[Start of Attachment]
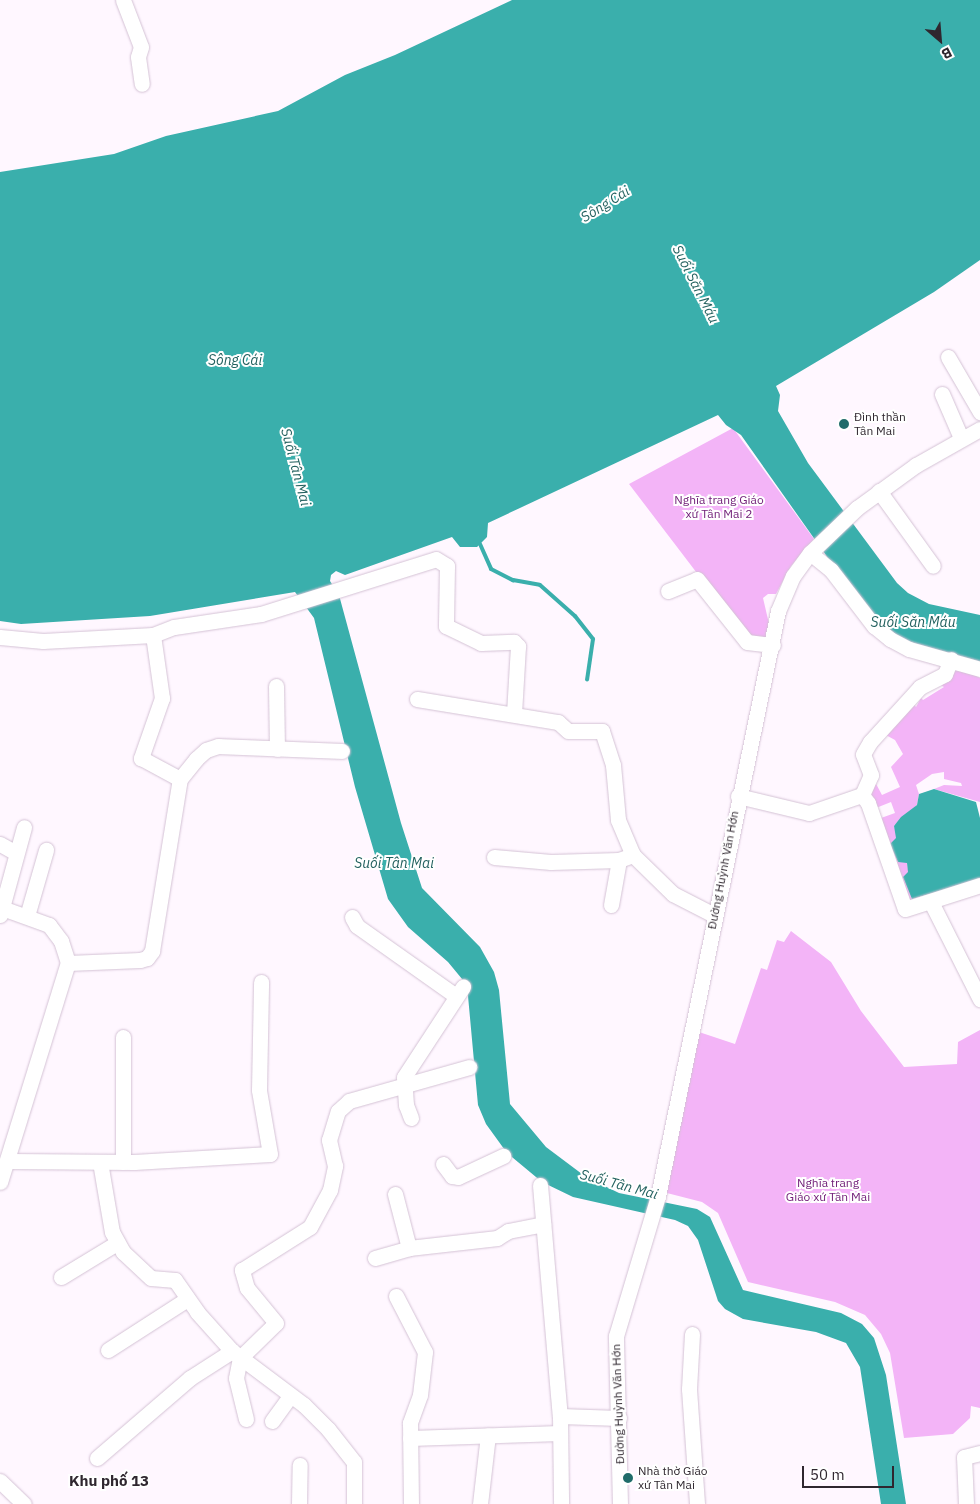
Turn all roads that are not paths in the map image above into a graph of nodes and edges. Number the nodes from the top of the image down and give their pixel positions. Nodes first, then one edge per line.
1 (123, 0) edge
2 (142, 84) dead end
3 (948, 357) dead end
4 (942, 394) dead end
5 (980, 412) edge
6 (980, 429) edge
7 (961, 438) junction
8 (879, 491) junction
9 (810, 553) junction
10 (933, 566) dead end
11 (668, 591) dead end
12 (153, 635) junction
13 (0, 637) edge
14 (774, 645) junction
15 (951, 659) junction
16 (980, 669) edge
17 (276, 686) dead end
18 (417, 699) dead end
19 (514, 714) junction
20 (278, 749) junction
21 (342, 752) dead end
22 (180, 779) junction
23 (738, 796) junction
24 (862, 796) junction
25 (24, 827) dead end
26 (0, 844) edge
27 (46, 850) dead end
28 (16, 853) junction
29 (633, 855) junction
30 (494, 857) dead end
31 (618, 860) junction
32 (3, 885) edge
33 (980, 885) edge
34 (931, 902) junction
35 (611, 906) dead end
36 (1, 911) edge
37 (714, 915) junction
38 (27, 916) junction
39 (352, 917) dead end
40 (68, 963) junction
41 (261, 982) dead end
42 (980, 1000) edge
43 (123, 1038) dead end
44 (469, 1067) dead end
45 (404, 1085) junction
46 (411, 1118) dead end
47 (503, 1156) dead end
48 (9, 1161) junction
49 (100, 1162) junction
50 (123, 1162) junction
51 (443, 1164) dead end
52 (0, 1182) edge
53 (540, 1185) dead end
54 (395, 1194) dead end
55 (543, 1224) junction
56 (117, 1243) junction
57 (409, 1248) junction
58 (375, 1258) dead end
59 (61, 1277) dead end
60 (396, 1296) dead end
61 (187, 1299) junction
62 (692, 1334) dead end
63 (108, 1350) dead end
64 (236, 1355) junction
65 (290, 1396) junction
66 (560, 1416) junction
67 (619, 1418) junction
68 (246, 1419) dead end
69 (272, 1421) dead end
70 (560, 1433) junction
71 (488, 1436) junction
72 (410, 1438) junction
73 (980, 1453) edge
74 (97, 1458) dead end
75 (300, 1464) dead end
76 (0, 1481) edge
77 (24, 1504) edge
78 (299, 1504) edge
79 (354, 1504) edge
80 (411, 1504) edge
81 (480, 1504) edge
82 (562, 1504) edge
83 (620, 1504) edge
84 (697, 1504) edge
85 (966, 1504) edge

1 - 2 street
3 - 5 street
4 - 7 street
6 - 7 street
7 - 8 street
8 - 9 street, Đường Huỳnh Văn Hớn
8 - 10 street
9 - 14 street, Đường Huỳnh Văn Hớn
9 - 15 street
11 - 14 street
12 - 13 street
12 - 19 street
12 - 22 street
14 - 23 street, Đường Huỳnh Văn Hớn
15 - 16 street
15 - 24 street
17 - 20 street
18 - 19 street
19 - 29 street
20 - 21 street
20 - 22 street
22 - 40 street
23 - 24 street
23 - 37 street, Đường Huỳnh Văn Hớn
24 - 34 street
25 - 28 street
26 - 28 street
27 - 38 street
28 - 32 street
29 - 31 street
29 - 37 street
30 - 31 street
31 - 35 street
32 - 36 street
33 - 34 street
34 - 42 street
36 - 38 street
37 - 67 street, Đường Huỳnh Văn Hớn
38 - 40 street
39 - 45 street
40 - 48 street
41 - 50 street
43 - 50 street
44 - 45 street
45 - 46 street
45 - 64 street
47 - 51 street
48 - 49 street
48 - 52 street
49 - 50 street
49 - 56 street
53 - 55 street
54 - 57 street
55 - 57 street
55 - 66 street
56 - 59 street
56 - 61 street
57 - 58 street
60 - 72 street
61 - 63 street
61 - 64 street
62 - 84 street
64 - 65 street
64 - 68 street
64 - 74 street
65 - 69 street
65 - 79 street
66 - 67 street
66 - 70 street
67 - 83 street, Đường Huỳnh Văn Hớn
70 - 71 street
70 - 82 street
71 - 72 street
71 - 81 street
72 - 80 street
73 - 85 street
75 - 78 street
76 - 77 street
[End of Attachment]
• _What you have to do_
Go line by line through the data, copying each one that contains the word "Huỳnh".

• _Exercise answer_
8 - 9 street, Đường Huỳnh Văn Hớn
9 - 14 street, Đường Huỳnh Văn Hớn
14 - 23 street, Đường Huỳnh Văn Hớn
23 - 37 street, Đường Huỳnh Văn Hớn
37 - 67 street, Đường Huỳnh Văn Hớn
67 - 83 street, Đường Huỳnh Văn Hớn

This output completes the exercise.